(About this exercise):
Select and copy out every line in the records containing "Corações".

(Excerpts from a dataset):
◇ ◇ ◇ ◇

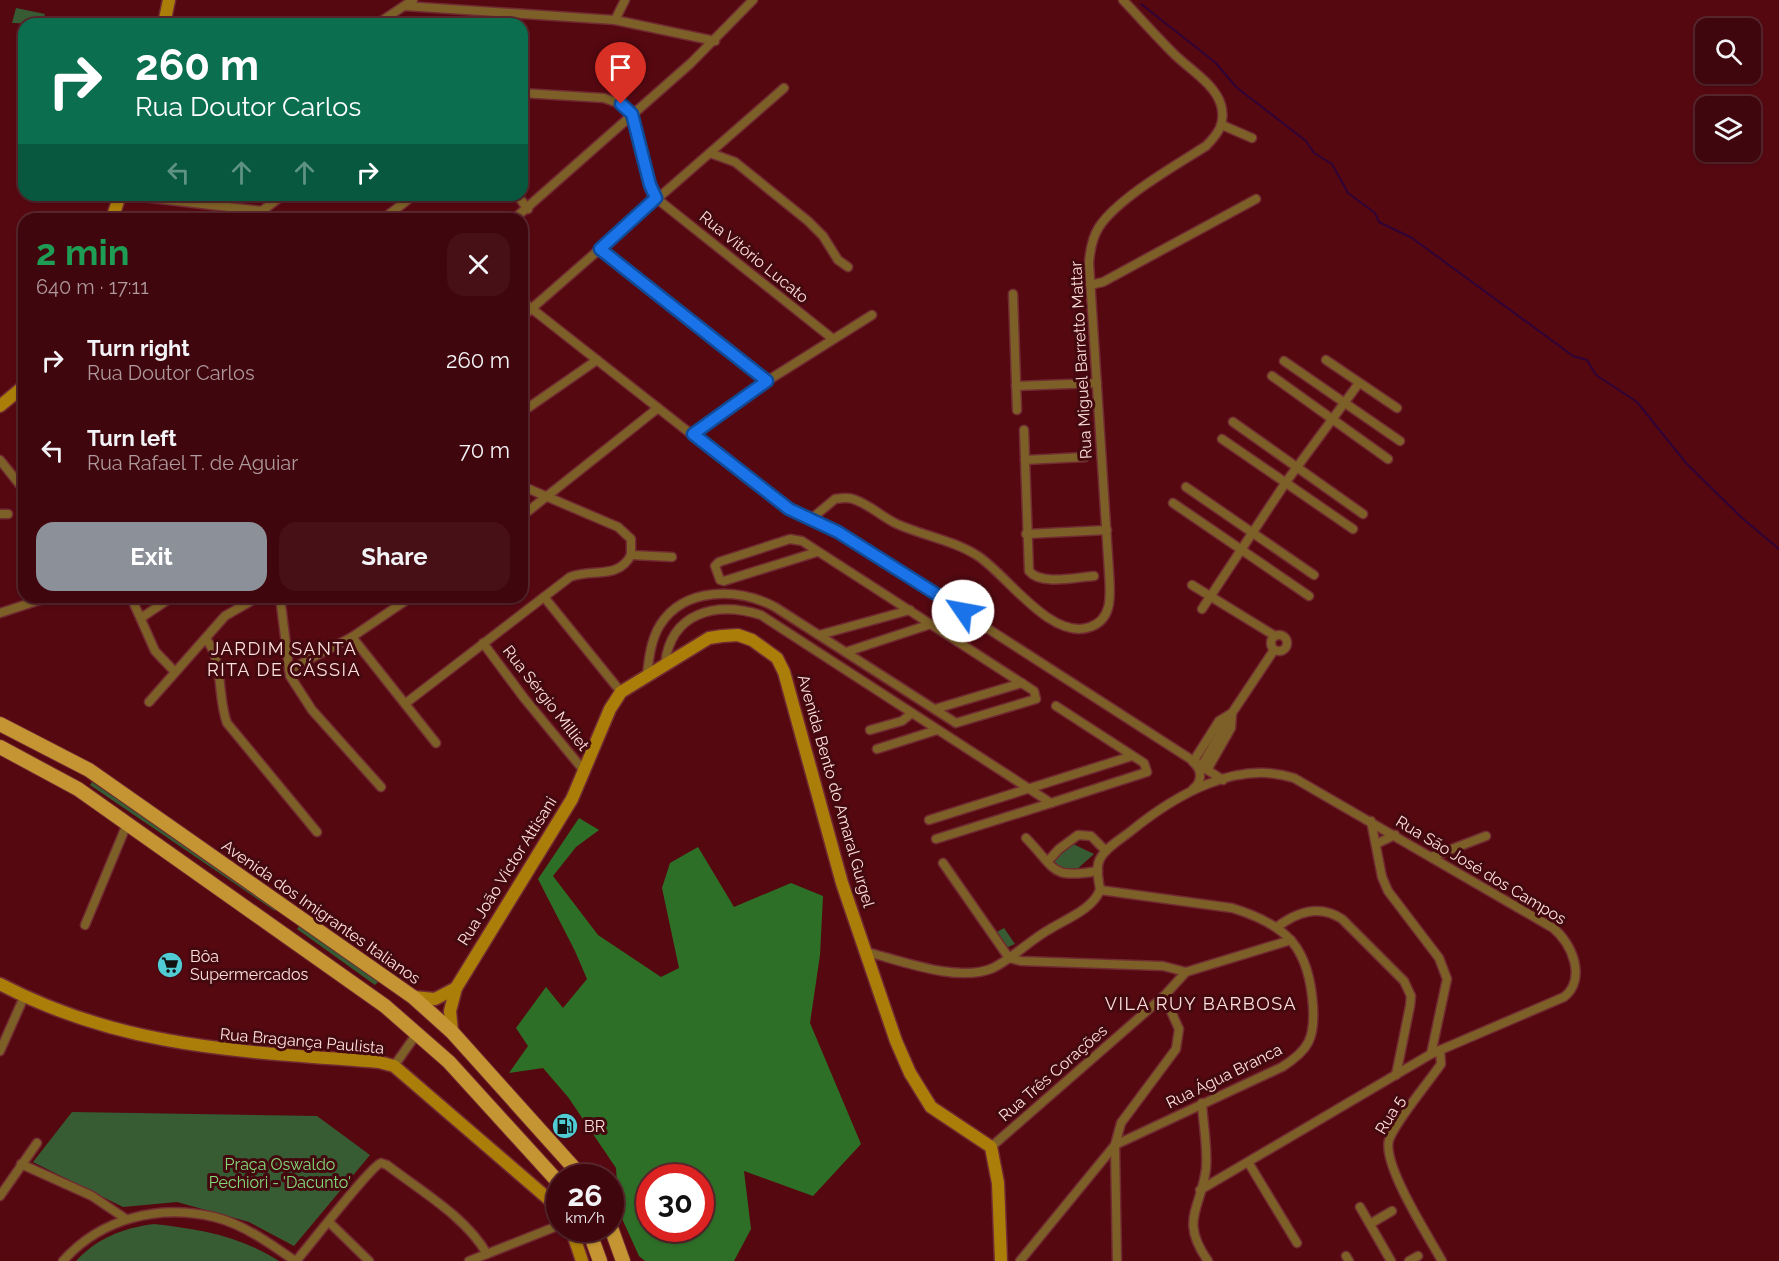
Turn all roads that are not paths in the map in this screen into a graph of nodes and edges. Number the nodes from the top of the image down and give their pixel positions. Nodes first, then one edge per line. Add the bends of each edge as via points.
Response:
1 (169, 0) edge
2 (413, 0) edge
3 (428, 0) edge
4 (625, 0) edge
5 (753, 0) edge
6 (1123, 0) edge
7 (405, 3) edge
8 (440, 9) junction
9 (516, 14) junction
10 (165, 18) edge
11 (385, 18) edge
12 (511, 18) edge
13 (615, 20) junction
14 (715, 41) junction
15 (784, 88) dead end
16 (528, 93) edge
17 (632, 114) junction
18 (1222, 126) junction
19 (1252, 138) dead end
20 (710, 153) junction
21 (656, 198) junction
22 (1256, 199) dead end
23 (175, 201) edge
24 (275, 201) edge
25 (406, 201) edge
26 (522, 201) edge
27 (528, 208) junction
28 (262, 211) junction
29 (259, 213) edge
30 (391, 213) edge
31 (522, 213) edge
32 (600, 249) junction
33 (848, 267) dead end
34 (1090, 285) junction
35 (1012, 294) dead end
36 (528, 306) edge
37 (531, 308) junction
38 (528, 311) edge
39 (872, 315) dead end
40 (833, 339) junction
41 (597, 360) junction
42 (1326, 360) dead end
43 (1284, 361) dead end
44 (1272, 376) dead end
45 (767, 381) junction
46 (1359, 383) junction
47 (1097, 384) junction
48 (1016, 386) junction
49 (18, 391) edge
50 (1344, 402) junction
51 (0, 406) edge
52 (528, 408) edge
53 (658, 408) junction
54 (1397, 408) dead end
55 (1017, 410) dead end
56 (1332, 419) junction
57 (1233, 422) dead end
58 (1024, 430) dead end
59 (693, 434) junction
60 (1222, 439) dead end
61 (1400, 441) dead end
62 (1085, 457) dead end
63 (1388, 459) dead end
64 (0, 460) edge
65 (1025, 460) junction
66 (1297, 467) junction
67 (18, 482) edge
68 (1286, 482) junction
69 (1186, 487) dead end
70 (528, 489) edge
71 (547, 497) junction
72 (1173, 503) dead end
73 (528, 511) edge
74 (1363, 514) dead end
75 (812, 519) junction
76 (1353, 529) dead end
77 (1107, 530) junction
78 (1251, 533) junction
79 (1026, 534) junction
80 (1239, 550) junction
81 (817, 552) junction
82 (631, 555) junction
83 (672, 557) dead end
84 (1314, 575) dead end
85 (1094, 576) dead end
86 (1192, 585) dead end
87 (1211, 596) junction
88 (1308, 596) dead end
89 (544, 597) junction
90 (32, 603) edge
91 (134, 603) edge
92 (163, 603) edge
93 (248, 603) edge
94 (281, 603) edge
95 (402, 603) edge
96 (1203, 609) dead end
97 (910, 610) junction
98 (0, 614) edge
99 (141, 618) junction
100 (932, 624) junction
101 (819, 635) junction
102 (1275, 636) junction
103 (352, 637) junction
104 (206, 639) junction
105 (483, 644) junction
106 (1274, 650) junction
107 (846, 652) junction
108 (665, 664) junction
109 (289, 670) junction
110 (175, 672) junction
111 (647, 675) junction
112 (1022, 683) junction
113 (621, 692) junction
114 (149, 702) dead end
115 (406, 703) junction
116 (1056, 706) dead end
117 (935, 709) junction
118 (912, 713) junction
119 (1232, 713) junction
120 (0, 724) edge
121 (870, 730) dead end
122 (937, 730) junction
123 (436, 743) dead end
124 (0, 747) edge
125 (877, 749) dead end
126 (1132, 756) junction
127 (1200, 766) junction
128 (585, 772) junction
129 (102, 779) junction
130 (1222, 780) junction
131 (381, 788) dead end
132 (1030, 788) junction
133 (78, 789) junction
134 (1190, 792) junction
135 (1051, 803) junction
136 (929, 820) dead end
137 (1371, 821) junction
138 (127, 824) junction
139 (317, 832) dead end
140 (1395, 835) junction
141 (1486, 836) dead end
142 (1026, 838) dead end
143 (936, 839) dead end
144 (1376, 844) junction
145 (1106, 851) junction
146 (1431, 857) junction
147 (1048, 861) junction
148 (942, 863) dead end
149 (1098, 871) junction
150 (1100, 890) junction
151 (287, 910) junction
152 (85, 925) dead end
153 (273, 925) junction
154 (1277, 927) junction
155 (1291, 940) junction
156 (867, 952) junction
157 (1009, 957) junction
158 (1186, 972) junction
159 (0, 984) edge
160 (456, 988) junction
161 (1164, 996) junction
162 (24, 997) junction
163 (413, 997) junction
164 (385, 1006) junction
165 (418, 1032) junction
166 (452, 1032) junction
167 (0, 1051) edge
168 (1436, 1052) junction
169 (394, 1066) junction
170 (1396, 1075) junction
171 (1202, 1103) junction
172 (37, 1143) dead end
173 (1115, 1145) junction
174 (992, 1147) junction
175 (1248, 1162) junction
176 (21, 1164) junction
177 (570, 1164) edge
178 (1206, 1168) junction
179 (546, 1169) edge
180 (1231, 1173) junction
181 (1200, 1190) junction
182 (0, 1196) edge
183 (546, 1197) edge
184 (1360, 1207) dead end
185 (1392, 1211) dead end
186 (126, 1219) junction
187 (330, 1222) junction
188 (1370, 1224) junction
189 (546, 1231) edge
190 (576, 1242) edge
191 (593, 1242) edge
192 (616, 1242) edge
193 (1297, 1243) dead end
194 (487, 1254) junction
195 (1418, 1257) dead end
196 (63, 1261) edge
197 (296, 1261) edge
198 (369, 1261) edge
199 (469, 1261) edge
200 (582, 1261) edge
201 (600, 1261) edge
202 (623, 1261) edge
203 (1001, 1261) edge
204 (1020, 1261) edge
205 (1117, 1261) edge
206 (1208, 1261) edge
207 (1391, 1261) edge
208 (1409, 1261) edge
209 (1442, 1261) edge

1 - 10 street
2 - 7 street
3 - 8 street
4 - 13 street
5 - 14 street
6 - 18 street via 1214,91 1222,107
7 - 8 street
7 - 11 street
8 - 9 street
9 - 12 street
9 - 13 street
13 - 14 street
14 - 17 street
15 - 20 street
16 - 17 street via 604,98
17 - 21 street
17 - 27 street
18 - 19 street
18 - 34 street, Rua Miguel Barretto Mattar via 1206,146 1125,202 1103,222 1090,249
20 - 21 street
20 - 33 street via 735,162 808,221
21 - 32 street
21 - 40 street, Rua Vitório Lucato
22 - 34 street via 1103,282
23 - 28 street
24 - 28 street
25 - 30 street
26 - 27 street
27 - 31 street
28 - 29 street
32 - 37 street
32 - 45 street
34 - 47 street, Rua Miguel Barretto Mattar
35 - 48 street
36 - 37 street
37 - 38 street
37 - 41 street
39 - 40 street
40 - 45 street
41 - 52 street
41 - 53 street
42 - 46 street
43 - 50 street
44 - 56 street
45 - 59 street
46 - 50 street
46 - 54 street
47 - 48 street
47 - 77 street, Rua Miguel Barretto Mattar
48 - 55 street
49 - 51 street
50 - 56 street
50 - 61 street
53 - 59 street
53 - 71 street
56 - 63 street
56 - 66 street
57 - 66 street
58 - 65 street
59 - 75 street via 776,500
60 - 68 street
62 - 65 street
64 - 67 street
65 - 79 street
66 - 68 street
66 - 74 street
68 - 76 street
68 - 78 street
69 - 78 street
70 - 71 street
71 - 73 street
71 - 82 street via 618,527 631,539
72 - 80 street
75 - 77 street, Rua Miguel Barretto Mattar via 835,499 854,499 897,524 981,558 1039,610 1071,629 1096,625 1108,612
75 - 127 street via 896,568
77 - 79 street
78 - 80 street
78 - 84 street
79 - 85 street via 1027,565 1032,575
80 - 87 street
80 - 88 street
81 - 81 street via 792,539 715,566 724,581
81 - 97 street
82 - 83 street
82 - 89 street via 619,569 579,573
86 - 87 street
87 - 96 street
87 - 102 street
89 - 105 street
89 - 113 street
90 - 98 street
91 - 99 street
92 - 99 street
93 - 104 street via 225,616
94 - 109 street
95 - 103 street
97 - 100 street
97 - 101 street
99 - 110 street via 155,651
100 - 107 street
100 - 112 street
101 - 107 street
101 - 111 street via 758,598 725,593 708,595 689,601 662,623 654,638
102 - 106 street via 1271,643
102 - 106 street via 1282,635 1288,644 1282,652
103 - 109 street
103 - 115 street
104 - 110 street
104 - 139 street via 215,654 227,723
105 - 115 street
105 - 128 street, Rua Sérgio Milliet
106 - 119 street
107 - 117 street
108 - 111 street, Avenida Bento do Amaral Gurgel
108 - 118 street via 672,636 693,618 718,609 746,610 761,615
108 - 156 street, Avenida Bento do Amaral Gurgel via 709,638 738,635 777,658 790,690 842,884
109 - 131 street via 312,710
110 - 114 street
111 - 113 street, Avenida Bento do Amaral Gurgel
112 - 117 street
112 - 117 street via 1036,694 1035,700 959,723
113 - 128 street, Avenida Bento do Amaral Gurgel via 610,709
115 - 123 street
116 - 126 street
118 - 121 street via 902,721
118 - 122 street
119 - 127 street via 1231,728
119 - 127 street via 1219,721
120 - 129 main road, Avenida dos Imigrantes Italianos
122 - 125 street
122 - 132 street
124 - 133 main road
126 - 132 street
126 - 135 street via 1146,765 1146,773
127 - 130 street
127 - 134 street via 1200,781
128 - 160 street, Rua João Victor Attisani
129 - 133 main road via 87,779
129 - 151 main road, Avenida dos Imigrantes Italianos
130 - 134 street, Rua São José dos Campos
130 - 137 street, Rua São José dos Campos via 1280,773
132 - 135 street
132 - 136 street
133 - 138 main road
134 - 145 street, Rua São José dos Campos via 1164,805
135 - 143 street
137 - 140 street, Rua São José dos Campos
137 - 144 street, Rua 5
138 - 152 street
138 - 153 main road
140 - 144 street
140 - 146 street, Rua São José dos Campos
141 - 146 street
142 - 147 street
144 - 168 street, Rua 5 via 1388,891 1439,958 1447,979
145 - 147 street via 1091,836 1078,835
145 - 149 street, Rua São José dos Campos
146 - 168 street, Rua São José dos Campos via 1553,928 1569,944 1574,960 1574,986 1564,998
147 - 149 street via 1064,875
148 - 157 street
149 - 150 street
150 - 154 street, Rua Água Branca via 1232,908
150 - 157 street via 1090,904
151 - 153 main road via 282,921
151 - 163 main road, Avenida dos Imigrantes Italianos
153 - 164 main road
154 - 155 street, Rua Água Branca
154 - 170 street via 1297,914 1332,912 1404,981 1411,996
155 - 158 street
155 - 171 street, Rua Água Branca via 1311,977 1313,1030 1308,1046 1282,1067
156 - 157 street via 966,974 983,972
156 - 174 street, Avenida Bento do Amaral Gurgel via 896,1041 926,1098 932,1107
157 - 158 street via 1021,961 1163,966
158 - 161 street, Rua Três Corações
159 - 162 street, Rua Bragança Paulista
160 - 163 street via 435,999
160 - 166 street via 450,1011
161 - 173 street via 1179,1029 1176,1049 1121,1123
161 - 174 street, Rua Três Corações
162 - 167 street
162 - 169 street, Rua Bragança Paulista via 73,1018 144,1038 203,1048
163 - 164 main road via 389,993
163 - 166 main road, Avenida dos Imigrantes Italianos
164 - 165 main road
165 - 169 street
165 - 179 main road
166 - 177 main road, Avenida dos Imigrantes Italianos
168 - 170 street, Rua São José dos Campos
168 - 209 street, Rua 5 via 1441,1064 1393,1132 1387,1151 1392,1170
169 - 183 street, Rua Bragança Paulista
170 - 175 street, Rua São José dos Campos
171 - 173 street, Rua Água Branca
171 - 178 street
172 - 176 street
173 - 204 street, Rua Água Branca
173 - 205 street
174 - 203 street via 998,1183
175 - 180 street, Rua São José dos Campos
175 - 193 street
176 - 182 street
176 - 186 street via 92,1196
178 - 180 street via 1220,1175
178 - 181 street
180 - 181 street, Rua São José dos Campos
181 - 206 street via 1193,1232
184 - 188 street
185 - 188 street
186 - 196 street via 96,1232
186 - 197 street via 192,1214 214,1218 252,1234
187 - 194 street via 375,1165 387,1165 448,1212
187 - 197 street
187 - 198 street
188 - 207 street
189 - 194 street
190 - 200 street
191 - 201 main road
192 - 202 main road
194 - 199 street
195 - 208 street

◇ ◇ ◇ ◇

(Solution to the exercise):
158 - 161 street, Rua Três Corações
161 - 174 street, Rua Três Corações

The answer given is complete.